:: SOURCE DATA ::

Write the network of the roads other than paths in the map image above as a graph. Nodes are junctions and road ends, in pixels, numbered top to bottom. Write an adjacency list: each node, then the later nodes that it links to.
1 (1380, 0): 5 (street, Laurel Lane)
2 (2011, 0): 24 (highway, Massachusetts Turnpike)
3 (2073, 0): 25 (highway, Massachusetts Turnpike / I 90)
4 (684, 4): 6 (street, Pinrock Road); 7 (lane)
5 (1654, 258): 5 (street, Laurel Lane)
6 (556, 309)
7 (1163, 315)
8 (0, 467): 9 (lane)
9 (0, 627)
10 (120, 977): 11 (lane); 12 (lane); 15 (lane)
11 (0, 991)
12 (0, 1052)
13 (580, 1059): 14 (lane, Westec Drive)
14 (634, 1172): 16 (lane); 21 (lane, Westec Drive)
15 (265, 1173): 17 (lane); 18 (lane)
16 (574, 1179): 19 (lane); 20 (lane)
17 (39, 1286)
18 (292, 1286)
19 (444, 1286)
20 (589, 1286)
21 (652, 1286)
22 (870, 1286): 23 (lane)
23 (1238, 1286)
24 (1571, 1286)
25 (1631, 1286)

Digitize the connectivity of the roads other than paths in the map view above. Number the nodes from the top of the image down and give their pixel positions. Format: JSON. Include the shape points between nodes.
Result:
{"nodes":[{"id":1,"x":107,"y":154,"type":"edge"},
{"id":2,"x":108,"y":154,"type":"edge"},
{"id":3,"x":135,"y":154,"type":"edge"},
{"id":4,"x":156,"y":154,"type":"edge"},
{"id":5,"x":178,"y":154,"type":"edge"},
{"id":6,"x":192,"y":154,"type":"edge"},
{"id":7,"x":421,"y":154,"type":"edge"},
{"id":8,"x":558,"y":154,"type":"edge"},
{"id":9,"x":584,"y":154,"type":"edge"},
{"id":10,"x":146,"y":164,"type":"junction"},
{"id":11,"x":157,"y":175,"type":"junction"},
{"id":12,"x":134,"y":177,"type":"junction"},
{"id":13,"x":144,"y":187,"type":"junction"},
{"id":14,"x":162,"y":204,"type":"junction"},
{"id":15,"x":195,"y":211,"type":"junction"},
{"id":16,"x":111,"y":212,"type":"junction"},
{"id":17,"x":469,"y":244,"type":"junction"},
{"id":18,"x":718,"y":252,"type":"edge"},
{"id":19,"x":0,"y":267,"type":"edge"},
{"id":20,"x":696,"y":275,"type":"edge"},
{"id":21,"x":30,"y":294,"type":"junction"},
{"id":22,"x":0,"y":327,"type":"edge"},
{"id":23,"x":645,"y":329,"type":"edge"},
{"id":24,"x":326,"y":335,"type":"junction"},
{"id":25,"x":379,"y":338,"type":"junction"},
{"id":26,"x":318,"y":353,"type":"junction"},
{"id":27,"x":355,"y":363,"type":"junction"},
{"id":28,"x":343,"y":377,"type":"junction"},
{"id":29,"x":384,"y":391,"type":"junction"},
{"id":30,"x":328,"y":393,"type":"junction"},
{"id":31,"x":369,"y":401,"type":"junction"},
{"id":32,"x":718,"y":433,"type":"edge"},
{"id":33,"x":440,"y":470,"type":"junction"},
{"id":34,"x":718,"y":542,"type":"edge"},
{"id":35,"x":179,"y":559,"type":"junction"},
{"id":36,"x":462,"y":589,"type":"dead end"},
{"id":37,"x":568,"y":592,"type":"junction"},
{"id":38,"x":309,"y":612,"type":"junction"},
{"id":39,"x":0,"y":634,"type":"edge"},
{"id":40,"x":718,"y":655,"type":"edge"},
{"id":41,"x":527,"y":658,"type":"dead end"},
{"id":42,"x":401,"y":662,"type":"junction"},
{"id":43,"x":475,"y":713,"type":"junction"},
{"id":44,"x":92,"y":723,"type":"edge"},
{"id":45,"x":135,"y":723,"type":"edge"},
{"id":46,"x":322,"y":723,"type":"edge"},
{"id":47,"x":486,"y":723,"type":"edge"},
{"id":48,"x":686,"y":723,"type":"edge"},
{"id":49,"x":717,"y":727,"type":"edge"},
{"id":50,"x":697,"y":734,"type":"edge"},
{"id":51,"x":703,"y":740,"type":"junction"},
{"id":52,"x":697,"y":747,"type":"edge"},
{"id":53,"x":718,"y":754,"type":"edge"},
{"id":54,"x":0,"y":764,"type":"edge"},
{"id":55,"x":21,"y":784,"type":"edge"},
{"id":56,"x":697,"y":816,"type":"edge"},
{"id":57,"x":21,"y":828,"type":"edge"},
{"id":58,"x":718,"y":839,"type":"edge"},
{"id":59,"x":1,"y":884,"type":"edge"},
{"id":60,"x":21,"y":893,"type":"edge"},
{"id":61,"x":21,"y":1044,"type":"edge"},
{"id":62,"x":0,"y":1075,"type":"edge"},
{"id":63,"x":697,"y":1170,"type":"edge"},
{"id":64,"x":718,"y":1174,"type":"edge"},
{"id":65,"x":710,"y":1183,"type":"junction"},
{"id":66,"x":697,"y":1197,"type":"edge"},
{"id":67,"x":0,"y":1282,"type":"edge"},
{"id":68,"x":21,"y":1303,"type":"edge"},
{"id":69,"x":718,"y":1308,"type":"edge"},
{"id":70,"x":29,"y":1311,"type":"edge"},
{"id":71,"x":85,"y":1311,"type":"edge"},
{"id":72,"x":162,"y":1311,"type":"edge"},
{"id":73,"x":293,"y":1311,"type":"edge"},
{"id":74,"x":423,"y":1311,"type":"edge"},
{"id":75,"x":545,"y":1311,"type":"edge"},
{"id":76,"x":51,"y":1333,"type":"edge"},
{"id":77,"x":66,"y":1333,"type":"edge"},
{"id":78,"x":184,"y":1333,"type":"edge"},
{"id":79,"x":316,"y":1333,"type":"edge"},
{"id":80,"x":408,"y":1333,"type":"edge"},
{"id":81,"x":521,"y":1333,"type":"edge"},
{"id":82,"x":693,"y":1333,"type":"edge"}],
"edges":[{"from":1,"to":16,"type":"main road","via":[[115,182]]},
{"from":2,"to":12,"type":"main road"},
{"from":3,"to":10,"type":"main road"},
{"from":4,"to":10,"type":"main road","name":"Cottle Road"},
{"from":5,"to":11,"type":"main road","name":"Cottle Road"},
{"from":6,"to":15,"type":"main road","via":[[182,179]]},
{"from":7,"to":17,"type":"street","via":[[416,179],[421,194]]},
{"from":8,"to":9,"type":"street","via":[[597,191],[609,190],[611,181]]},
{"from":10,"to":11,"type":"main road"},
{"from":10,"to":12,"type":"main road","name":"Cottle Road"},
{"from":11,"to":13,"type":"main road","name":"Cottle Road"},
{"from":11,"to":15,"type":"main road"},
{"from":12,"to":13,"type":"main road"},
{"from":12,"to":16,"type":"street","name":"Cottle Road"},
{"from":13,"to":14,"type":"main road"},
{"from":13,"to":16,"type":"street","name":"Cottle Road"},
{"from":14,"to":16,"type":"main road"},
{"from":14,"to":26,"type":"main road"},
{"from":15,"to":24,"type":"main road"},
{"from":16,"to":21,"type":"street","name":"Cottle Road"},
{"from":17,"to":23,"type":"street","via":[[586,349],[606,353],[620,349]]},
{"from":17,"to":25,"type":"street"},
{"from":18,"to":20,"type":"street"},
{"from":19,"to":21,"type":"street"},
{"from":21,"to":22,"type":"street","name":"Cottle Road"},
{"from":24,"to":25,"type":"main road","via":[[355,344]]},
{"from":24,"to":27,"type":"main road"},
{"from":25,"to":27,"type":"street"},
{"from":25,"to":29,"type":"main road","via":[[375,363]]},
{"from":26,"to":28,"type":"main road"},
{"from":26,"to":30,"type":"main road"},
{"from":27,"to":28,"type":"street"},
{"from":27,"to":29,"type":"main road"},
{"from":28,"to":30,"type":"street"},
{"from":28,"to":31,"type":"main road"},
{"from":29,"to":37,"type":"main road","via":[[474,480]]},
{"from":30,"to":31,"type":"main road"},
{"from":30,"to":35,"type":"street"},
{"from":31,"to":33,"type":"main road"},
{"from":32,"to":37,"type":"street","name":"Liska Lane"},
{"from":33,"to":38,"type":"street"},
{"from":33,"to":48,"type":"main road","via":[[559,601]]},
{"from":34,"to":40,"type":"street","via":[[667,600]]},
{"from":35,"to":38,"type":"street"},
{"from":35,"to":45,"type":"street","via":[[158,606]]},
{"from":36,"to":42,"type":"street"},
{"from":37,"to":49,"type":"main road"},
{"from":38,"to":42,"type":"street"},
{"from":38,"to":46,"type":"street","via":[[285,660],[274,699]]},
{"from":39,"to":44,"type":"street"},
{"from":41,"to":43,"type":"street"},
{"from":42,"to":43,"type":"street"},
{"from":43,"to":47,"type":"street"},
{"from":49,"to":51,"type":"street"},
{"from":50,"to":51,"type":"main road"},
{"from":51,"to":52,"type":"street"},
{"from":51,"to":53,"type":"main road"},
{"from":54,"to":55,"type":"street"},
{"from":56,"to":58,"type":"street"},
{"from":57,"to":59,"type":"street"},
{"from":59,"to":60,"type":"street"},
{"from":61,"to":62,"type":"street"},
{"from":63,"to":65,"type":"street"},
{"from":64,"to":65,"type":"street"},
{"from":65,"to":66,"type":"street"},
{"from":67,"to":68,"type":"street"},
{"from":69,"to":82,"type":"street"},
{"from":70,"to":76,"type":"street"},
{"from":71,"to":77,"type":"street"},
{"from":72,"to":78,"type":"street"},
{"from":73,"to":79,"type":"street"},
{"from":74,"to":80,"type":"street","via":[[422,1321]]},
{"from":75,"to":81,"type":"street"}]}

:::

- TASK PROMPT:
Your response should be made up of the lines in the data that contain the word "roads".

- REPLY TO THE EXERCISE:
Write the network of the roads other than paths in the map image above as a graph. Nodes are junctions and road ends, in pixels, numbered top to bottom. Write an adjacency list: each node, then the later nodes that it links to.
Digitize the connectivity of the roads other than paths in the map view above. Number the nodes from the top of the image down and give their pixel positions. Format: JSON. Include the shape points between nodes.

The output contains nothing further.